Acute allergic spongiotic dermatitis is characterized by spongiosis, spongiotic vesicles and dermal edema in both slice and en face HD-OCT imaging. Hyperkeratosis without parakeratosis, acanthosis and the presence of papillary rings are typical features for chronic spongiotic dermatitis. Chronic plaque psoriasis is characterized by hyperkeratosis with parakeratosis, regular acanthosis, papillomatosis with swollen, edematous dermal papillae and dilated blood vessels in slice and en face HD-OCT imaging. An important finding for chronic plaque psoriasis is the disappearing of the brighter papillary rings especially when the inflammation was pronounced. The decreased melanin content of the keratinocytes of the basal cell layer is most probably responsible for this observation. α-MSH is a well-known mediator of skin pigmentation. More recently, it has been shown that α-MSH also exerts a strong anti-inflammatory and immunosuppressive activities [7]. The observed attenuation of the brightness of the papillary rings could be a morphologic correlate of the neuro-immunological abnormalities in chronic psoriatic lesions. HD-OCT features of interface changes are the presence of small reflective cells at the level of the dermo-epidermal junction in singles or clusters. This is also associated with total or partial obliteration of the ring-like structures around the dermal papillae. In ballooning dermatitis, such as erythema multiforme ballooning, degeneration of cells of the stratum spinosum is observed combined with focal interface changes. Typical HD-OCT features of discoid lupus erythematosus as prototype of vacuolar-interface dermatitis without ballooning are the focal interface changes and the dilated hyperkeratotic infundibula. Hyperkeratosis without parakeratosis, irregular acanthosis and almost total obliteration of papillary rings are strong HD-OCT descriptors for Lichen planus as prototype of lichenoid-interface dermatitis.

Based on these findings, a HD-OCT-adapted algorithmic method for pattern analysis of common inflammatory skin diseases belonging to Ackerman’s perivasculitis group [1] is proposed in Fig. 9.

Studies are currently undertaken to evaluate the possibilities and limitations of HD-OCT imaging in Ackerman’s seven other essential patterns of inflammatory skin diseases.

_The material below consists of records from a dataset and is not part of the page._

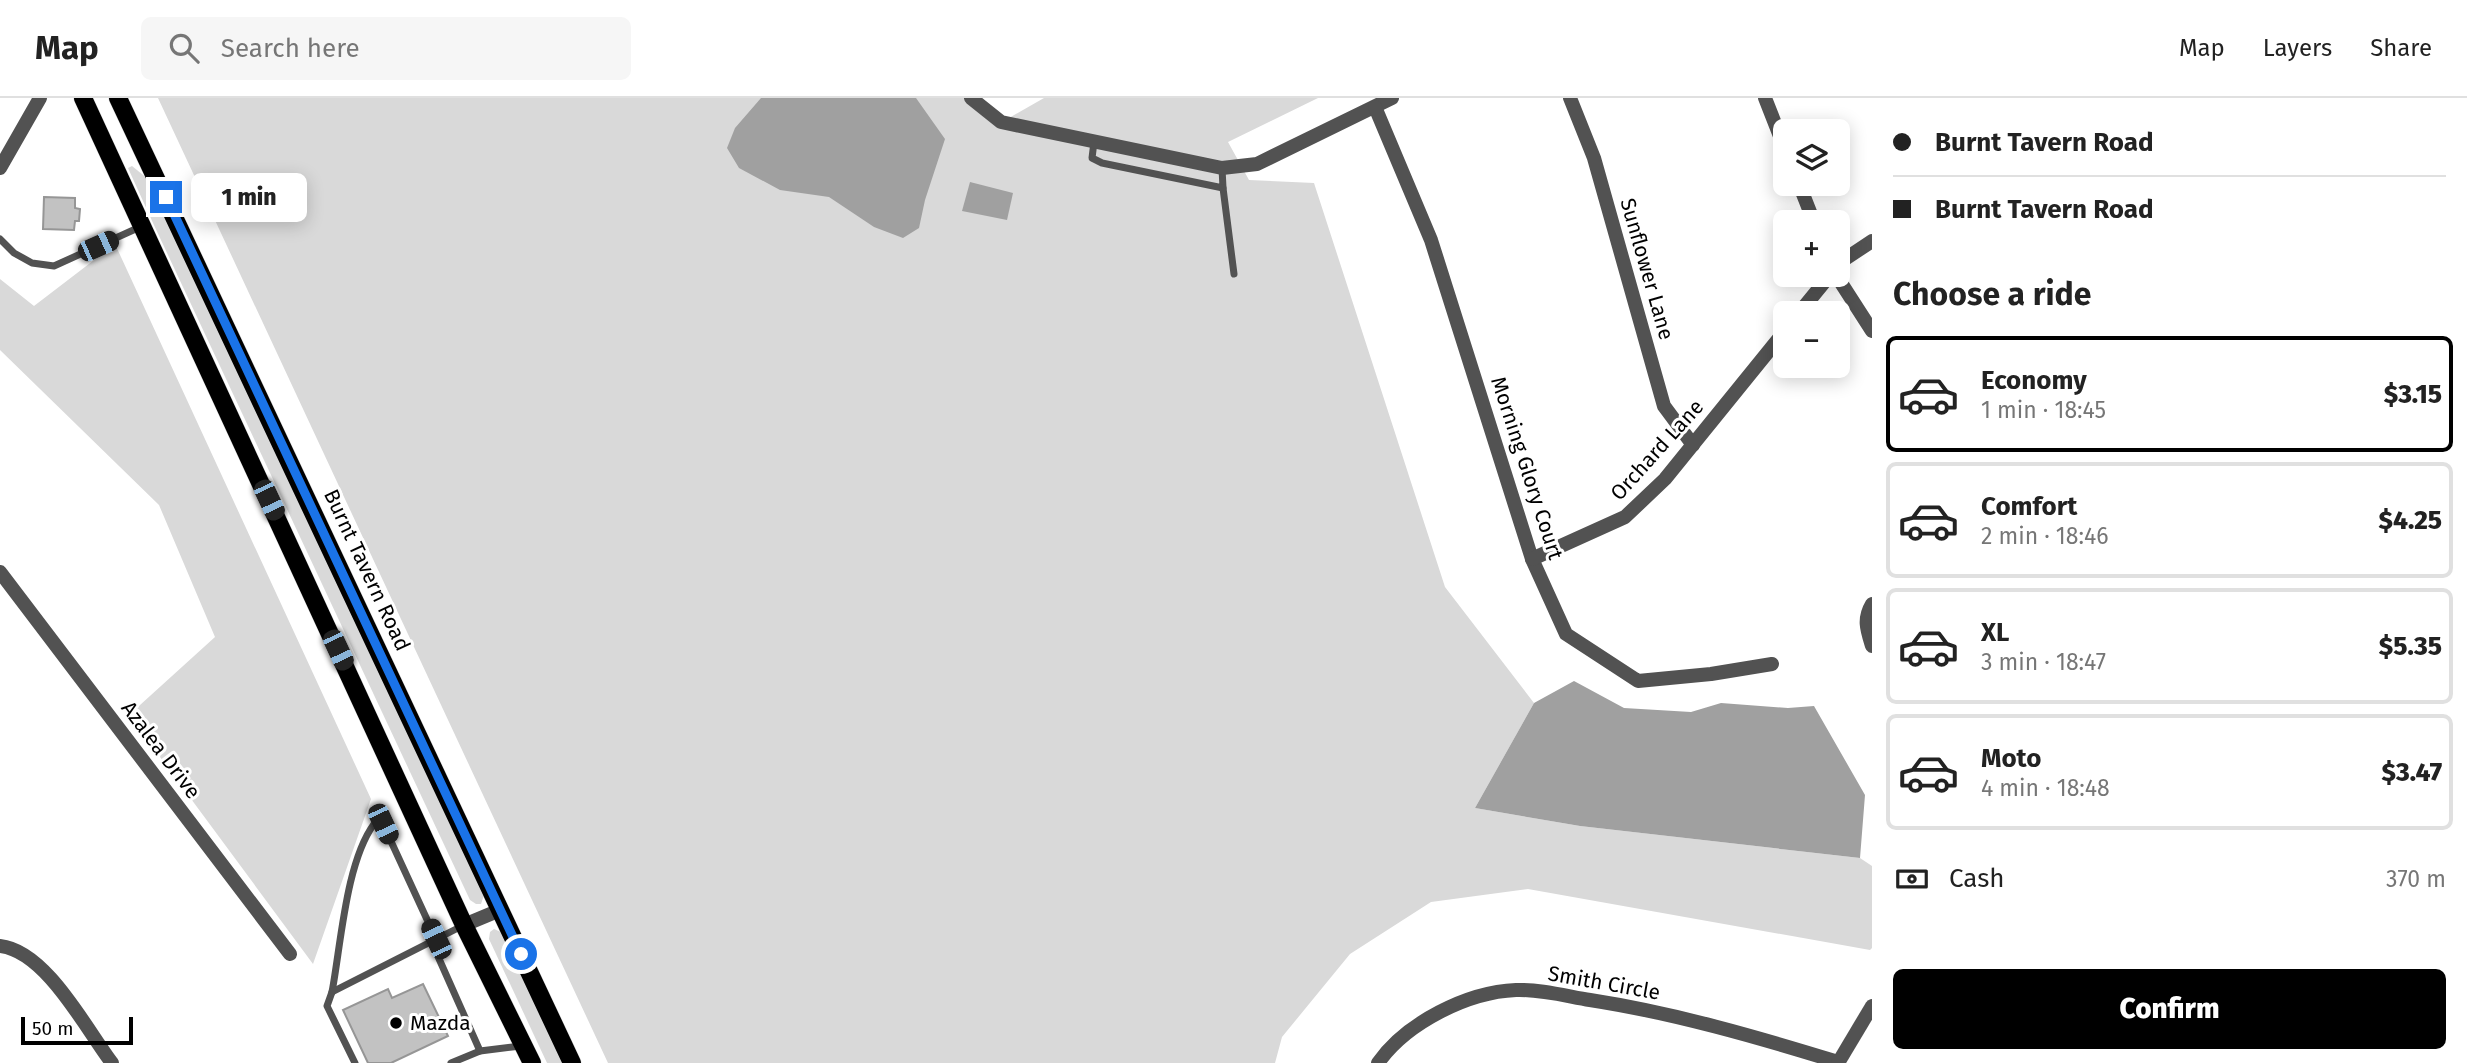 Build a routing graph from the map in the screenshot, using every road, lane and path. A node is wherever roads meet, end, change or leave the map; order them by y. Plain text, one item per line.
1 (40, 98) edge
2 (83, 98) edge
3 (118, 98) edge
4 (971, 98) edge
5 (1392, 98) edge
6 (1570, 98) edge
7 (1765, 98) edge
8 (1375, 107) junction
9 (1773, 119) edge
10 (1094, 142) junction
11 (0, 168) edge
12 (1222, 168) junction
13 (1223, 188) junction
14 (143, 226) junction
15 (0, 239) edge
16 (1872, 241) edge
17 (1850, 256) edge
18 (1234, 274) dead end
19 (1821, 287) edge
20 (1844, 287) edge
21 (1809, 301) edge
22 (1872, 331) edge
23 (1773, 346) edge
24 (1693, 446) junction
25 (1532, 559) junction
26 (0, 572) edge
27 (1872, 604) edge
28 (1872, 646) edge
29 (1772, 664) dead end
30 (500, 910) junction
31 (464, 925) junction
32 (436, 939) junction
33 (0, 946) edge
34 (290, 954) dead end
35 (332, 992) junction
36 (1872, 1006) edge
37 (524, 1046) junction
38 (481, 1051) junction
39 (112, 1063) edge
40 (355, 1063) edge
41 (451, 1063) edge
42 (532, 1063) edge
43 (572, 1063) edge
44 (1378, 1063) edge
45 (1838, 1063) edge

1 - 11 street
2 - 14 main road
3 - 30 main road, Burnt Tavern Road
4 - 10 street
5 - 8 street
6 - 24 street, Sunflower Lane
7 - 9 street
8 - 12 street
8 - 25 street, Morning Glory Court
10 - 12 street
10 - 13 lane
12 - 13 lane
13 - 18 lane
14 - 15 lane
14 - 31 main road
16 - 17 street
19 - 21 street
20 - 22 street
23 - 24 street, Orchard Lane
24 - 25 street, Orchard Lane
25 - 29 street, Morning Glory Court
26 - 34 street, Azalea Drive
27 - 28 street
30 - 31 street
30 - 43 main road, Burnt Tavern Road
31 - 32 lane
31 - 37 main road
32 - 35 lane
32 - 35 lane
32 - 38 lane
33 - 39 street
35 - 40 lane
36 - 45 street
37 - 38 lane
37 - 42 main road
38 - 41 lane
44 - 45 street, Smith Circle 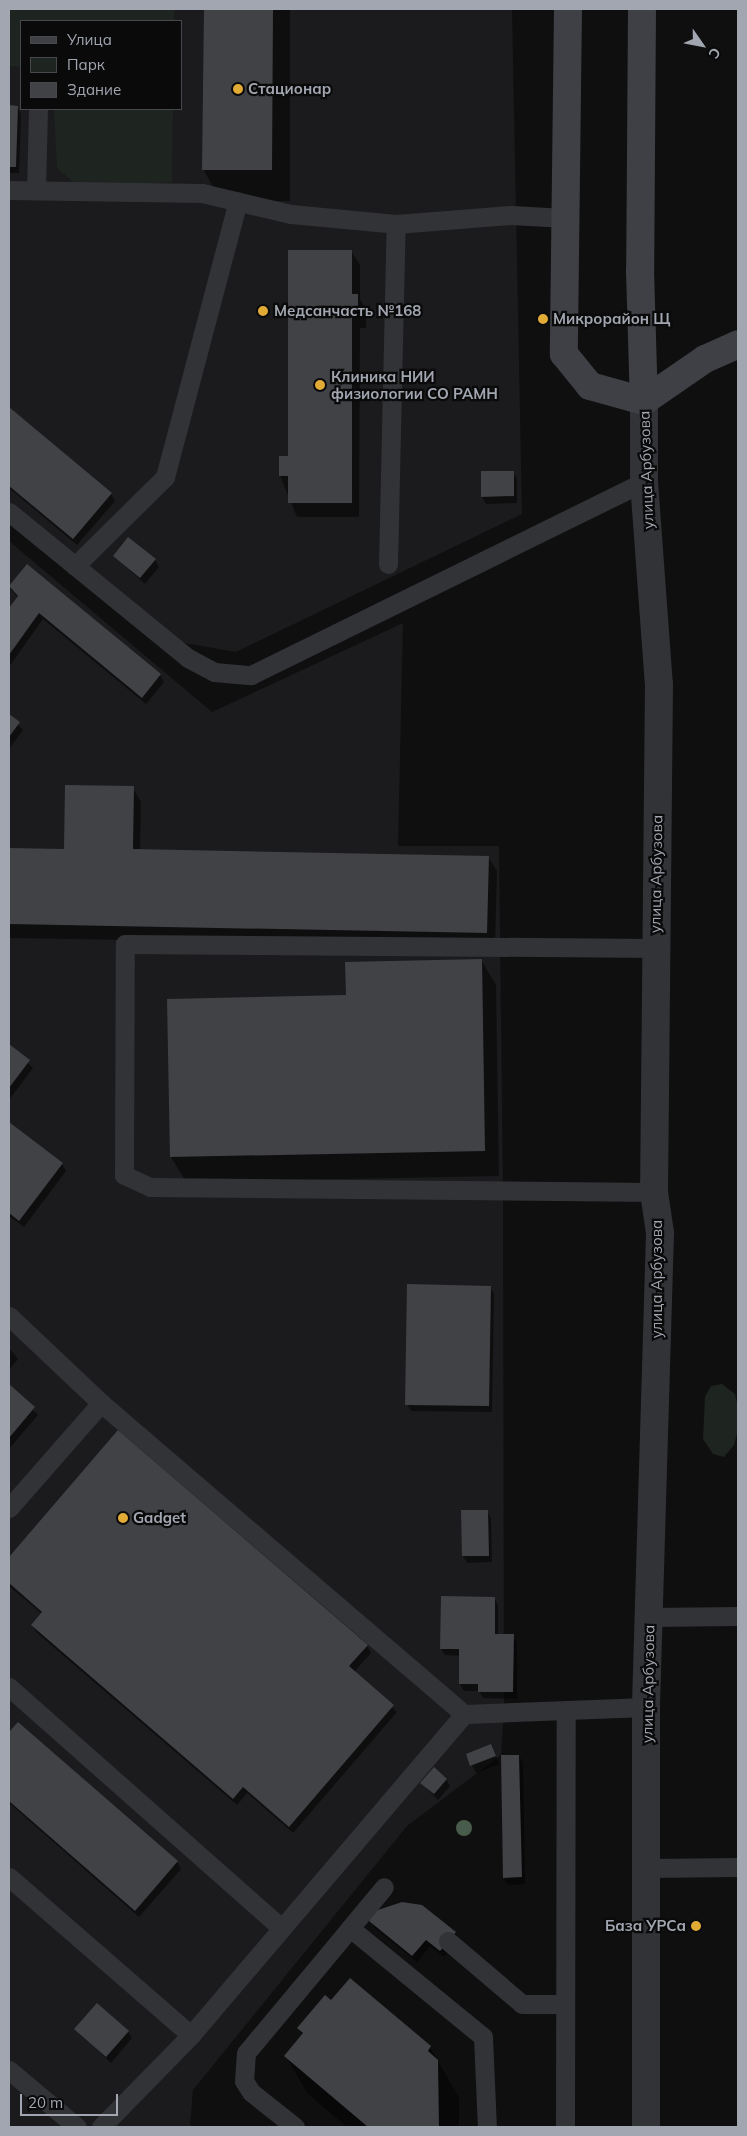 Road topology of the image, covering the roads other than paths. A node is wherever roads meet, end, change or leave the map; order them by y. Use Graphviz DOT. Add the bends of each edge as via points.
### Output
graph roads {
  1 [pos="568,9"];
  2 [pos="642,9"];
  3 [pos="38,110"];
  4 [pos="9,190"];
  5 [pos="36,190"];
  6 [pos="238,201"];
  7 [pos="566,218"];
  8 [pos="396,224"];
  9 [pos="738,344"];
  10 [pos="644,402"];
  11 [pos="644,482"];
  12 [pos="9,512"];
  13 [pos="388,564"];
  14 [pos="75,566"];
  15 [pos="656,948"];
  16 [pos="654,1192"];
  17 [pos="9,1316"];
  18 [pos="101,1403"];
  19 [pos="9,1508"];
  20 [pos="738,1616"];
  21 [pos="650,1617"];
  22 [pos="9,1688"];
  23 [pos="646,1707"];
  24 [pos="566,1711"];
  25 [pos="464,1714"];
  26 [pos="738,1867"];
  27 [pos="648,1868"];
  28 [pos="9,1877"];
  29 [pos="384,1887"];
  30 [pos="280,1927"];
  31 [pos="350,1928"];
  32 [pos="448,1941"];
  33 [pos="565,2004"];
  34 [pos="191,2035"];
  35 [pos="9,2070"];
  36 [pos="76,2127"];
  37 [pos="101,2127"];
  38 [pos="295,2127"];
  39 [pos="487,2127"];
  40 [pos="565,2127"];
  41 [pos="646,2127"];
  1 -- 7 [label="main road, улица Арбузова"];
  2 -- 10 [label="main road, улица Арбузова" via="640,270"];
  3 -- 5 [label="lane"];
  4 -- 5 [label="lane"];
  5 -- 6 [label="lane" via="202,193"];
  6 -- 8 [label="lane" via="291,214"];
  6 -- 14 [label="lane" via="166,477"];
  7 -- 8 [label="lane" via="511,215"];
  7 -- 10 [label="main road, улица Арбузова" via="564,354 590,386"];
  8 -- 13 [label="lane"];
  9 -- 10 [label="main road" via="705,359"];
  10 -- 11 [label="street, улица Арбузова"];
  11 -- 14 [label="lane" via="251,674 214,672 188,658"];
  11 -- 15 [label="street, улица Арбузова" via="659,684"];
  12 -- 14 [label="lane"];
  15 -- 16 [label="street, улица Арбузова"];
  15 -- 16 [label="lane" via="126,944 125,992 124,1175 150,1187"];
  16 -- 21 [label="street, улица Арбузова" via="660,1233"];
  17 -- 18 [label="lane"];
  18 -- 19 [label="lane"];
  18 -- 25 [label="lane"];
  20 -- 21 [label="lane"];
  21 -- 23 [label="street, улица Арбузова"];
  22 -- 30 [label="lane"];
  23 -- 24 [label="lane"];
  23 -- 27 [label="street, улица Арбузова"];
  24 -- 25 [label="lane"];
  24 -- 33 [label="lane"];
  25 -- 30 [label="lane"];
  26 -- 27 [label="lane"];
  27 -- 41 [label="street, улица Арбузова"];
  28 -- 34 [label="lane"];
  29 -- 31 [label="lane"];
  30 -- 34 [label="lane"];
  31 -- 38 [label="lane" via="246,2052 244,2080 251,2092"];
  31 -- 39 [label="lane" via="483,2037"];
  32 -- 33 [label="lane" via="522,2004"];
  33 -- 40 [label="lane"];
  34 -- 37 [label="lane"];
  35 -- 36 [label="lane"];
}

Histopathological assessment of inflammatory skin diseases remains the gold standard of diagnosis of inflammatory skin diseases. Although the discussed inflammatory skin diseases have more characteristic clinical findings, making utility of in vivo non-invasive imaging techniques limited, HD-OCT represents an interesting tool for rapid imaging of these skin diseases. Despite the above-mentioned limitations, HD-OCT imaging offers a unique opportunity to analyze, to guide the best location of a biopsy and to monitor over time inflammatory skin diseases non-invasively at a cellular resolution. Blind evaluations and inter-observer reproducibility are mandatory. Therefore, additional studies to test the sensitivity and specificity of the proposed algorithm for pattern analysis are essential to validate the findings of this pilot study.